Starting at the first line of the entries below, please return exactly each line up to and including the one with "Please list the"; pictures stay out.

[Opening EXERCISE MATERIALS section]

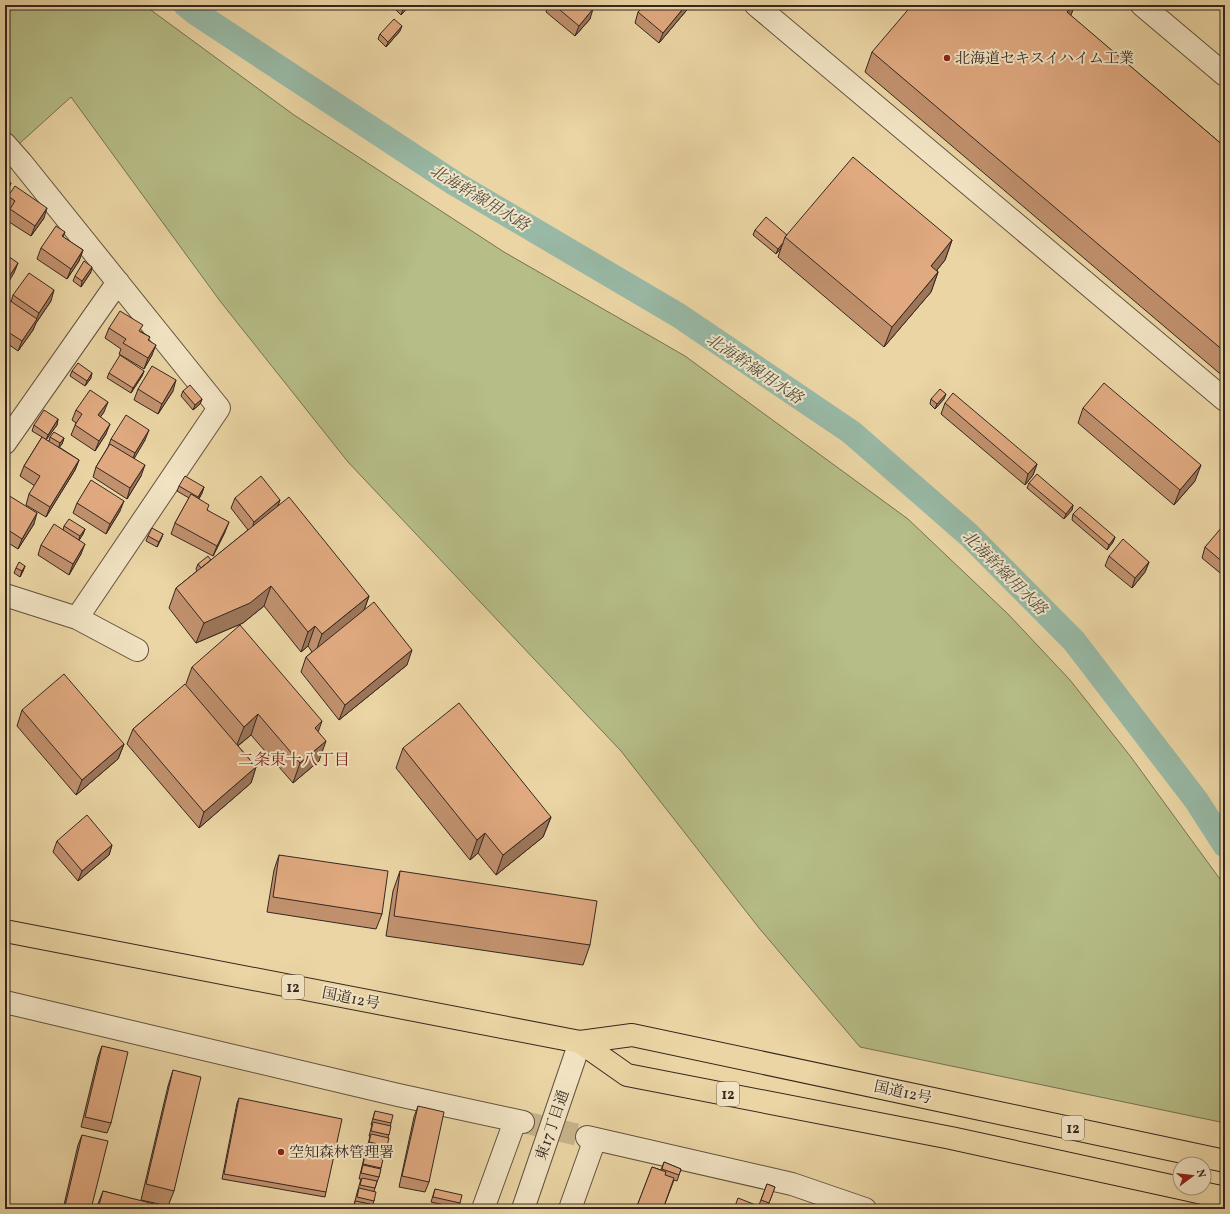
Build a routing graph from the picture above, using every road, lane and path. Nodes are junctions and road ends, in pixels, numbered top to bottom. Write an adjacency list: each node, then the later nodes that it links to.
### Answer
1 (756, 5): 6 (street)
2 (1142, 5): 3 (street)
3 (1225, 75)
4 (7, 151): 5 (street)
5 (118, 282): 7 (street); 9 (street)
6 (1225, 400)
7 (5, 443)
8 (5, 595): 9 (street)
9 (77, 618): 10 (street)
10 (137, 650)
11 (7, 937): 13 (highway, 国道12号 / 12)
12 (5, 1002): 19 (street)
13 (580, 1042): 14 (highway, 国道12号 / 12); 15 (highway, 国道12号 / 12); 20 (street, 東17丁目通)
14 (1225, 1161)
15 (1172, 1186)
16 (1212, 1195): 17 (highway, 国道12号 / 12)
17 (1225, 1198)
18 (861, 1208): 21 (street)
19 (483, 1209)
20 (523, 1209)
21 (570, 1209)

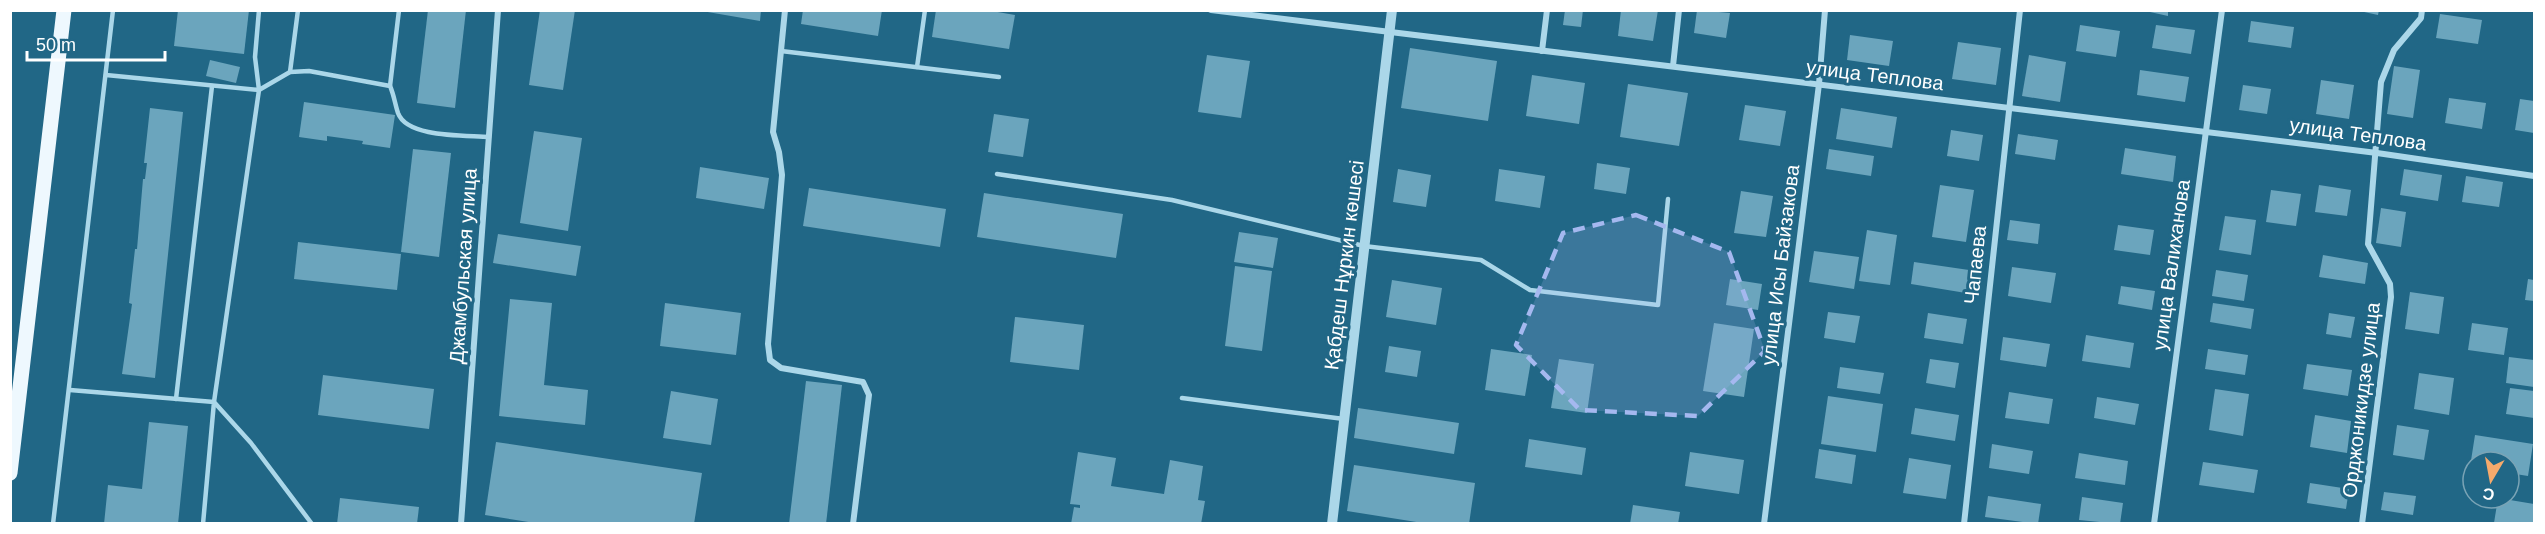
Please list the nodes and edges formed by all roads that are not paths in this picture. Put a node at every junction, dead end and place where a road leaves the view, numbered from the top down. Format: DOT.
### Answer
graph roads {
  1 [pos="64,10"];
  2 [pos="113,10"];
  3 [pos="259,10"];
  4 [pos="298,10"];
  5 [pos="399,10"];
  6 [pos="498,10"];
  7 [pos="785,10"];
  8 [pos="925,10"];
  9 [pos="1211,10"];
  10 [pos="1392,10"];
  11 [pos="1547,10"];
  12 [pos="1679,10"];
  13 [pos="1825,10"];
  14 [pos="2020,10"];
  15 [pos="2222,10"];
  16 [pos="2422,10"];
  17 [pos="1389,32"];
  18 [pos="781,51"];
  19 [pos="1542,51"];
  20 [pos="1673,66"];
  21 [pos="917,67"];
  22 [pos="290,72"];
  23 [pos="106,75"];
  24 [pos="999,77"];
  25 [pos="1819,84"];
  26 [pos="212,86"];
  27 [pos="390,86"];
  28 [pos="259,90"];
  29 [pos="2008,109"];
  30 [pos="2206,132"];
  31 [pos="489,137"];
  32 [pos="2377,153"];
  33 [pos="997,174"];
  34 [pos="2535,176"];
  35 [pos="1668,200"];
  36 [pos="1364,246"];
  37 [pos="70,390"];
  38 [pos="1182,398"];
  39 [pos="176,399"];
  40 [pos="214,402"];
  41 [pos="1344,419"];
  42 [pos="10,473"];
  43 [pos="53,524"];
  44 [pos="203,524"];
  45 [pos="312,524"];
  46 [pos="461,524"];
  47 [pos="853,524"];
  48 [pos="1332,524"];
  49 [pos="1764,524"];
  50 [pos="1964,524"];
  51 [pos="2154,524"];
  52 [pos="2362,524"];
  1 -- 42 [label="main road"];
  2 -- 23 [label="lane"];
  3 -- 28 [label="lane"];
  4 -- 22 [label="lane"];
  5 -- 27 [label="lane"];
  6 -- 31 [label="street, Джамбульская улица"];
  7 -- 18 [label="street"];
  8 -- 21 [label="lane"];
  9 -- 17 [label="street, улица Теплова"];
  10 -- 17 [label="street, Қабдеш Нұркин көшесі"];
  11 -- 19 [label="street"];
  12 -- 20 [label="street"];
  13 -- 25 [label="street, улица Исы Байзакова"];
  14 -- 29 [label="street, Чапаева"];
  15 -- 30 [label="street, улица Валиханова"];
  16 -- 32 [label="street, Орджоникидзе улица"];
  17 -- 19 [label="street, улица Теплова"];
  17 -- 36 [label="street, Қабдеш Нұркин көшесі"];
  18 -- 21 [label="lane"];
  18 -- 47 [label="street"];
  19 -- 20 [label="street, улица Теплова"];
  20 -- 25 [label="street, улица Теплова"];
  21 -- 24 [label="lane"];
  22 -- 27 [label="lane"];
  22 -- 28 [label="lane"];
  23 -- 26 [label="lane"];
  23 -- 37 [label="lane"];
  25 -- 29 [label="street, улица Теплова"];
  25 -- 49 [label="street, улица Исы Байзакова"];
  26 -- 28 [label="lane"];
  26 -- 39 [label="lane"];
  27 -- 31 [label="lane"];
  28 -- 40 [label="lane"];
  29 -- 30 [label="street, улица Теплова"];
  29 -- 50 [label="street, Чапаева"];
  30 -- 32 [label="street, улица Теплова"];
  30 -- 51 [label="street, улица Валиханова"];
  31 -- 46 [label="street, Джамбульская улица"];
  32 -- 34 [label="street, улица Теплова"];
  32 -- 52 [label="street, Орджоникидзе улица"];
  33 -- 36 [label="lane"];
  35 -- 36 [label="lane"];
  36 -- 41 [label="street, Қабдеш Нұркин көшесі"];
  37 -- 39 [label="lane"];
  37 -- 43 [label="lane"];
  38 -- 41 [label="lane"];
  39 -- 40 [label="lane"];
  40 -- 44 [label="lane"];
  40 -- 45 [label="lane"];
  41 -- 48 [label="street, Қабдеш Нұркин көшесі"];
}
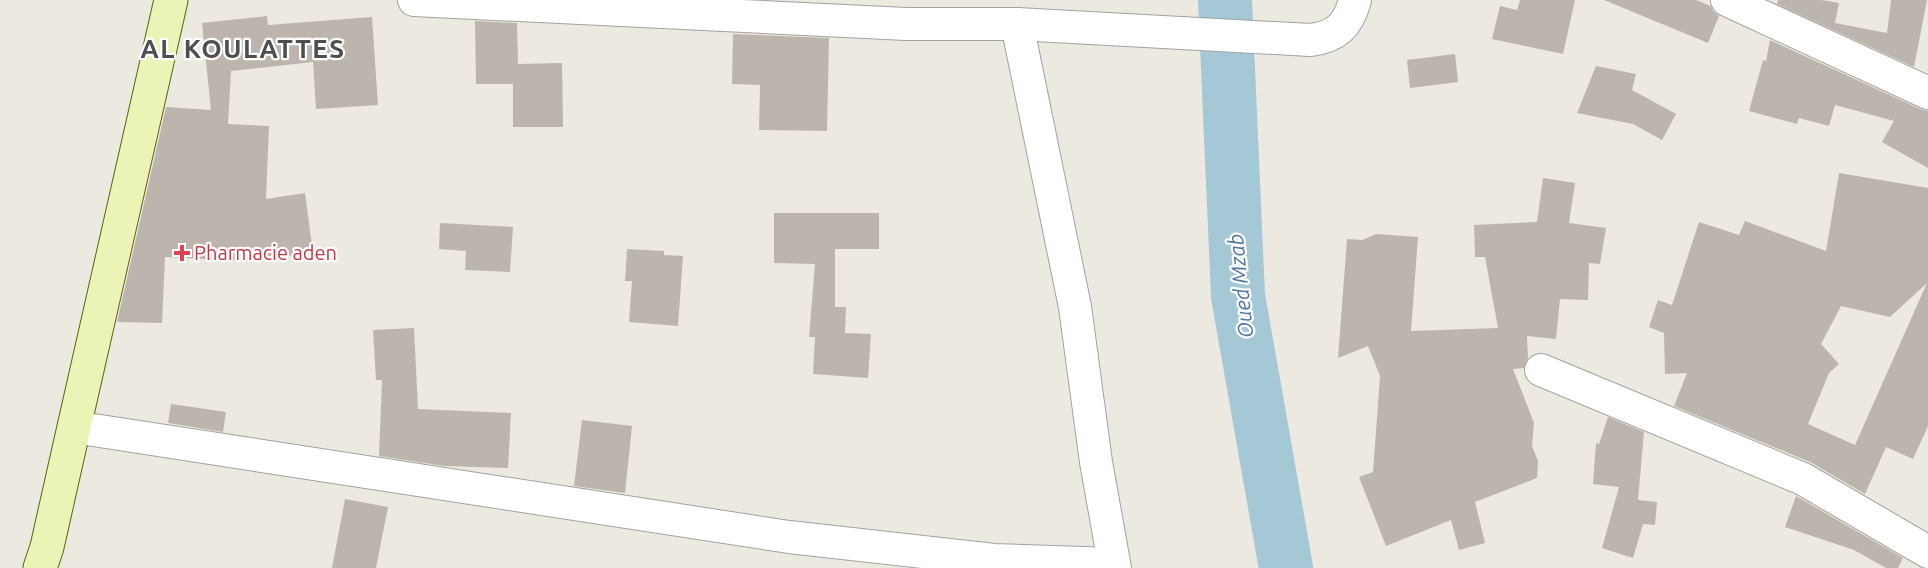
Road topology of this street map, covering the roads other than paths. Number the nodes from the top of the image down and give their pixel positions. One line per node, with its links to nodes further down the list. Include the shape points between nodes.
1 (171, 0): 9 (main road)
2 (414, 0): 5 (street)
3 (1355, 0): 6 (street, via 1341,28 1327,38 1310,40)
4 (1727, 0): 7 (street)
5 (905, 12): 6 (street)
6 (1017, 24): 11 (street, via 1075,308)
7 (1928, 93)
8 (1541, 370): 10 (street, via 1803,479)
9 (74, 428): 11 (street, via 789,537 994,560); 12 (main road)
10 (1928, 552)
11 (1114, 566)
12 (40, 568)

[Closing EXERCISE MATERIALS section]

> TASK SOLUTION:
Build a routing graph from the picture above, using every road, lane and path. Nodes are junctions and road ends, in pixels, numbered top to bottom. Write an adjacency list: each node, then the later nodes that it links to.
### Answer
1 (756, 5): 6 (street)
2 (1142, 5): 3 (street)
3 (1225, 75)
4 (7, 151): 5 (street)
5 (118, 282): 7 (street); 9 (street)
6 (1225, 400)
7 (5, 443)
8 (5, 595): 9 (street)
9 (77, 618): 10 (street)
10 (137, 650)
11 (7, 937): 13 (highway, 国道12号 / 12)
12 (5, 1002): 19 (street)
13 (580, 1042): 14 (highway, 国道12号 / 12); 15 (highway, 国道12号 / 12); 20 (street, 東17丁目通)
14 (1225, 1161)
15 (1172, 1186)
16 (1212, 1195): 17 (highway, 国道12号 / 12)
17 (1225, 1198)
18 (861, 1208): 21 (street)
19 (483, 1209)
20 (523, 1209)
21 (570, 1209)

Please list the nodes and edges formed by all roads that are not paths in this picture. Put a node at every junction, dead end and place where a road leaves the view, numbered from the top down. Format: DOT.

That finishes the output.